Ottawa Business Journal
- Owner(s): Great River Media
- Founder(s): Mark Sutcliffe
- Publisher: Michael Curran
- Editor-in-chief: Anne Howland
- Founded: 1995
- Language: English
- City: Ottawa, ON
- Website: obj.ca

= Ottawa Business Journal =

The Ottawa Business Journal (OBJ) is a regional business publication serving Canada's National Capital Region. In addition to a digital website, obj.ca, Ottawa Business Journal boasts a quarterly newspaper with a circulation of 10,000 copies, specialty magazines and regular podcasts. Founded in 1995, it is owned by Great River Media

==History==
The Ottawa Business Journal was founded in 1995 by Mark Sutcliffe. Until Recently it was owned by Transcontinental Inc.
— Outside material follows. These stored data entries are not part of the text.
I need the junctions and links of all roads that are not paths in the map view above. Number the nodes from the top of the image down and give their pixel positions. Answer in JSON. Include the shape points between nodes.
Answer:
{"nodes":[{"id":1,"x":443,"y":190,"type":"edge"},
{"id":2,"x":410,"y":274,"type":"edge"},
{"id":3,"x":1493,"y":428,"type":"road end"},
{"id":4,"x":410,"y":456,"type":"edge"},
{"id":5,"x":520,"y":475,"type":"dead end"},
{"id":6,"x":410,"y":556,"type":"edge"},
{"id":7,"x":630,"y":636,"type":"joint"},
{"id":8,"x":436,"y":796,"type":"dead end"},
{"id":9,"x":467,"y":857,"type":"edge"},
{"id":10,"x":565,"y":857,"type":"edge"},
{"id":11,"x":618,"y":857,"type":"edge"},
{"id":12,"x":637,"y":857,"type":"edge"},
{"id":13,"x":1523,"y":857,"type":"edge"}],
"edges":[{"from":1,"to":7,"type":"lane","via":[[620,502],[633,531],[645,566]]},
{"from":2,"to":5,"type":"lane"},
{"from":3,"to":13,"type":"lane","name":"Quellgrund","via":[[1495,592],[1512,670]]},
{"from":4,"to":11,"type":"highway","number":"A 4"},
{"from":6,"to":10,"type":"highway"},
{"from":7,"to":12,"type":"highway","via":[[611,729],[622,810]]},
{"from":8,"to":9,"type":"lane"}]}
On August 18, 2010, Michael Curran (publisher of OBJ since 2002), Mark Sutcliffe (Ottawa Citizen columnist, radio host at CIWW and a co-founder of OBJ), and Donna Neil (a former OBJ manager) took over ownership.

==Site statistics==
On April 17, 2013, Alexa.com had ranked Ottawabusinessjournal.com as the 6,775th visited site in Canada. On October 30, 2015, Alexa.com ranked Ottawabusinessjournal.com as the 14,707th visited site in Canada.

==New platform==
On December 14, 2009, the Ottawa Business Journal moved its website to Transcontinental's United Newspaper Information System (UNIS) platform. The old archives, message boards and polls could not be immediately transferred and as a result are no longer available to the public.